#### Task prompt:
When you write out the records, keep every word exact and drop the pictures.

******************************

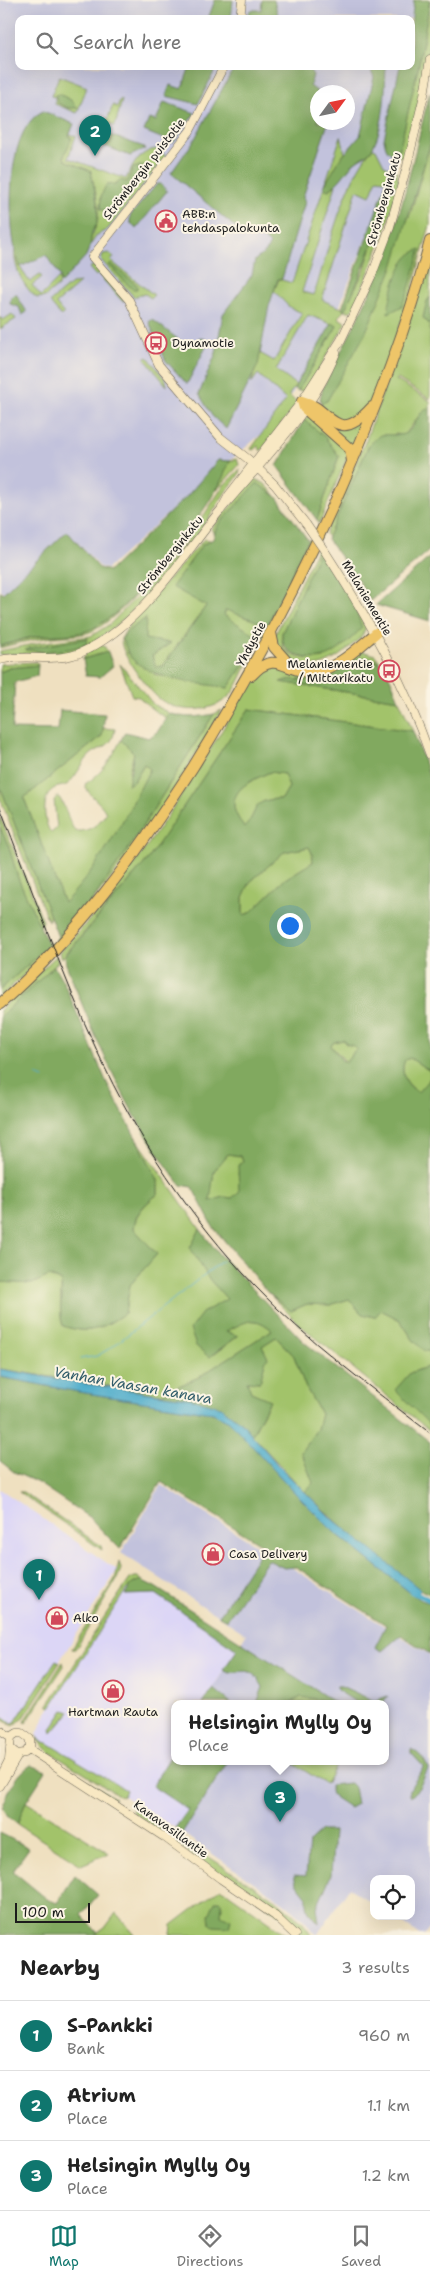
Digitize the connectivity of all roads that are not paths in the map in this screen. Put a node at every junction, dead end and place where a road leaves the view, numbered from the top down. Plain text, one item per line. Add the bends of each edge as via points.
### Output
1 (242, 0) edge
2 (240, 15) edge
3 (430, 59) edge
4 (222, 70) edge
5 (430, 241) edge
6 (378, 400) junction
7 (305, 404) junction
8 (352, 462) junction
9 (256, 466) junction
10 (271, 633) junction
11 (376, 634) junction
12 (0, 660) edge
13 (292, 666) junction
14 (242, 687) junction
15 (430, 756) edge
16 (0, 1004) edge
17 (0, 1730) edge
18 (11, 1737) junction
19 (10, 1748) junction
20 (29, 1749) junction
21 (19, 1754) junction
22 (0, 1778) edge
23 (0, 1786) edge
24 (295, 1935) edge

1 - 2 street
3 - 7 street, Strömberginkatu via 424,95 389,230 326,374
4 - 9 street, Strömbergin puistotie via 190,131 92,257 129,300 159,365 213,430
5 - 6 highway, Yhdystie via 404,329
6 - 7 highway via 359,420 346,424 340,424
6 - 8 highway, Yhdystie
7 - 8 highway via 350,449
7 - 9 street, Strömberginkatu
8 - 10 highway, Yhdystie via 324,527
9 - 11 street, Melaniementie, bridge via 306,524
9 - 12 street, Strömberginkatu via 229,494 221,510 154,594 103,639 84,651 57,659 25,657
10 - 13 highway via 280,657
10 - 14 highway, Yhdystie
11 - 13 highway via 327,668 313,672
11 - 15 street, Melaniementie via 402,684
13 - 14 highway via 276,662 264,665
14 - 16 highway, Yhdystie via 155,826 116,880 61,946
17 - 18 street
18 - 19 street
18 - 20 street via 17,1733 26,1734 31,1742
19 - 21 street
19 - 22 street via 9,1760
20 - 21 street
20 - 24 street, Kanavasillantie via 164,1837 275,1916
21 - 23 street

******************************

#### Task response:
Digitize the connectivity of all roads that are not paths in the map in this screen. Put a node at every junction, dead end and place where a road leaves the view, numbered from the top down. Plain text, one item per line. Add the bends of each edge as via points.
### Output
1 (242, 0) edge
2 (240, 15) edge
3 (430, 59) edge
4 (222, 70) edge
5 (430, 241) edge
6 (378, 400) junction
7 (305, 404) junction
8 (352, 462) junction
9 (256, 466) junction
10 (271, 633) junction
11 (376, 634) junction
12 (0, 660) edge
13 (292, 666) junction
14 (242, 687) junction
15 (430, 756) edge
16 (0, 1004) edge
17 (0, 1730) edge
18 (11, 1737) junction
19 (10, 1748) junction
20 (29, 1749) junction
21 (19, 1754) junction
22 (0, 1778) edge
23 (0, 1786) edge
24 (295, 1935) edge

1 - 2 street
3 - 7 street, Strömberginkatu via 424,95 389,230 326,374
4 - 9 street, Strömbergin puistotie via 190,131 92,257 129,300 159,365 213,430
5 - 6 highway, Yhdystie via 404,329
6 - 7 highway via 359,420 346,424 340,424
6 - 8 highway, Yhdystie
7 - 8 highway via 350,449
7 - 9 street, Strömberginkatu
8 - 10 highway, Yhdystie via 324,527
9 - 11 street, Melaniementie, bridge via 306,524
9 - 12 street, Strömberginkatu via 229,494 221,510 154,594 103,639 84,651 57,659 25,657
10 - 13 highway via 280,657
10 - 14 highway, Yhdystie
11 - 13 highway via 327,668 313,672
11 - 15 street, Melaniementie via 402,684
13 - 14 highway via 276,662 264,665
14 - 16 highway, Yhdystie via 155,826 116,880 61,946
17 - 18 street
18 - 19 street
18 - 20 street via 17,1733 26,1734 31,1742
19 - 21 street
19 - 22 street via 9,1760
20 - 21 street
20 - 24 street, Kanavasillantie via 164,1837 275,1916
21 - 23 street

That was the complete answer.